## Activity
Give the entries again, word for word.
BEGIN Records to use
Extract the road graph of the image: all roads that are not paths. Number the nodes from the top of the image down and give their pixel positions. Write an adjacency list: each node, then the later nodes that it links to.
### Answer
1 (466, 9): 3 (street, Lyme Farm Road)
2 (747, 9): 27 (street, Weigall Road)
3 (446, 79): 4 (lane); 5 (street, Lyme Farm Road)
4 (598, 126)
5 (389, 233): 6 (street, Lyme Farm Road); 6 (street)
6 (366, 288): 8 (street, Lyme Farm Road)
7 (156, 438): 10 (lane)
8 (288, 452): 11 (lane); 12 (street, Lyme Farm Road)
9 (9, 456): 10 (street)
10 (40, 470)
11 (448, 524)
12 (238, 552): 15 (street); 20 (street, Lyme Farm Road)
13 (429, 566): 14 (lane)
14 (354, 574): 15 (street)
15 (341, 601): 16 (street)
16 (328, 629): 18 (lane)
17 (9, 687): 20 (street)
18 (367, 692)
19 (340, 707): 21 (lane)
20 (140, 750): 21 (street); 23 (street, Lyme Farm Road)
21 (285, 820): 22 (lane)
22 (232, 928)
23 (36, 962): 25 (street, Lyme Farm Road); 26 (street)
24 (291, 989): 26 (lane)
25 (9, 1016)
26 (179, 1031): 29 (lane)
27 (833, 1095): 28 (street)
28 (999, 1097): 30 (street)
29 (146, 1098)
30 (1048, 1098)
END Records to use
## Reply to the task
Extract the road graph of the image: all roads that are not paths. Number the nodes from the top of the image down and give their pixel positions. Write an adjacency list: each node, then the later nodes that it links to.
### Answer
1 (466, 9): 3 (street, Lyme Farm Road)
2 (747, 9): 27 (street, Weigall Road)
3 (446, 79): 4 (lane); 5 (street, Lyme Farm Road)
4 (598, 126)
5 (389, 233): 6 (street, Lyme Farm Road); 6 (street)
6 (366, 288): 8 (street, Lyme Farm Road)
7 (156, 438): 10 (lane)
8 (288, 452): 11 (lane); 12 (street, Lyme Farm Road)
9 (9, 456): 10 (street)
10 (40, 470)
11 (448, 524)
12 (238, 552): 15 (street); 20 (street, Lyme Farm Road)
13 (429, 566): 14 (lane)
14 (354, 574): 15 (street)
15 (341, 601): 16 (street)
16 (328, 629): 18 (lane)
17 (9, 687): 20 (street)
18 (367, 692)
19 (340, 707): 21 (lane)
20 (140, 750): 21 (street); 23 (street, Lyme Farm Road)
21 (285, 820): 22 (lane)
22 (232, 928)
23 (36, 962): 25 (street, Lyme Farm Road); 26 (street)
24 (291, 989): 26 (lane)
25 (9, 1016)
26 (179, 1031): 29 (lane)
27 (833, 1095): 28 (street)
28 (999, 1097): 30 (street)
29 (146, 1098)
30 (1048, 1098)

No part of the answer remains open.